In the future I will just have to remember – the road less traveled is the one we want.

These cookies are Ambrosia

You never know where you will find a good recipe.  This time it was at the South Bay B&B on Lake Whatcom, near Bellingham, Washington.  We were there with our youngest son, Erik, who was a high school senior at the time.  These chocolate chip cookies kept magically reappearing as Erik cheerfully did his part to empty the cookie jar each time he passed.  I had to agree, they were good.  Fortunately our hostess easily parted with the recipe, which she readily admitted came off the enormous bag Ambrosia chocolate chips.

Now I have plenty of experience in failing to successfully replicate others’ recipes.  But this one truly worked.  My results were every bit as good as those at the B&B, and disappeared equally quickly.  Over time, in different kitchens and any season, these cookies consistently turn out to my liking.  That is no minor feat.  Not only are they my family’s favorite, but my son-in-law and now my grandson both ask for them.  What more evidence do I need?  After all these years of testing cookie recipes, I think I can say with utmost confidence that I have finally found the formula for the ultimate chocolate chip cookie.  It is moist, chewy, substantial and generously pocked with chocolate chips.  Nothing better.

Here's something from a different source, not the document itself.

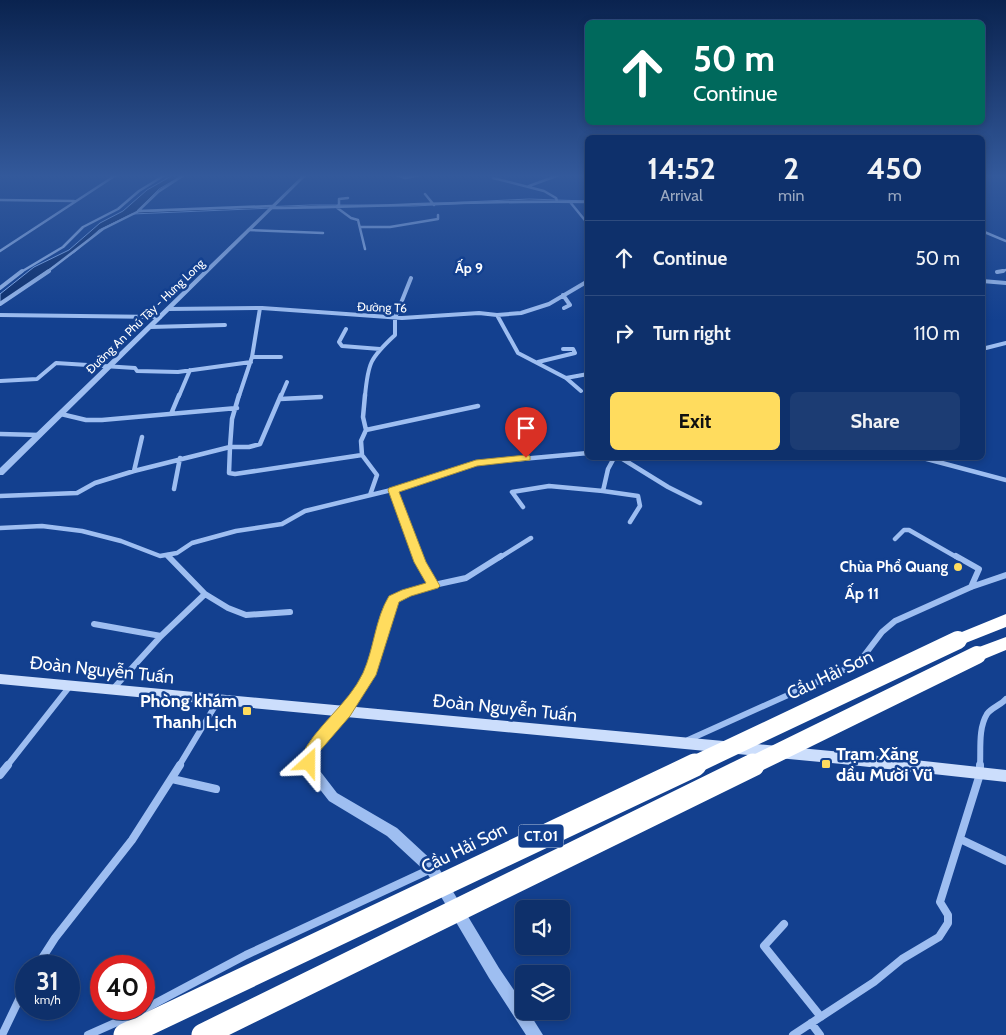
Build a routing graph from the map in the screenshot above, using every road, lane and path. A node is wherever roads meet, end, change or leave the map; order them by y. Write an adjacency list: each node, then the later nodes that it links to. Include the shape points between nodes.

I can also attest to the durability of this recipe.  It stands up to a 2-year-old’s manipulation and fascination with dough.  Baking cookies has become a favorite activity of mine with my grandson.  He has his own idea about how cookies should be formed.  But the result is still always delicious.  And he and his daddy are happy when they get to take a bunch home.

Sadly, the lovely B&B is no longer in operation.  But it will be fondly remembered each time we bite into a chocolate chip cookie, because it is unlikely I will use any other recipe.

In the event that you have the same passion for home made chocolate chip cookies, I can save you a lot of research and trials.  Here is the coveted recipe:

Here is a copy of the recipe you can print or save:  Ambrosia Chocolate Chip Cookie Recipe

Now I will have to start on a new recipe quest.  I don’t think my family will mind.

Cookie Help

That search for the ultimate cookie recipe?  I guess I have been at it even longer than I thought.  Just recently, while browsing through a shelf of my lesser-used cookbooks, thinking it was time to prune the collection, I came across a thin volume titled The Complete Chocolate Chip Cookie Book.  Inside was an inscription from my sister and a date – December 30, 1982 – for my wedding shower!  It would appear to have all the advice I need.  Chapter headings include Tools, Ingredients, Worries, People and An Everyday How-To.  Oh, and it even has a definition, complete with illustration: “The perfect chocolate chip cookie is not so crispy as to be dry, nor so gooey as to be wet.”  Hmmm, close enough to my own personal view.  Clearly, this deserves a reread, and perhaps a promotion to my “current” cookbook shelf.  It’s worth a try…  And best of all, my find triggered warm memories, almost as delectable as a chewy chocolate chip cookie!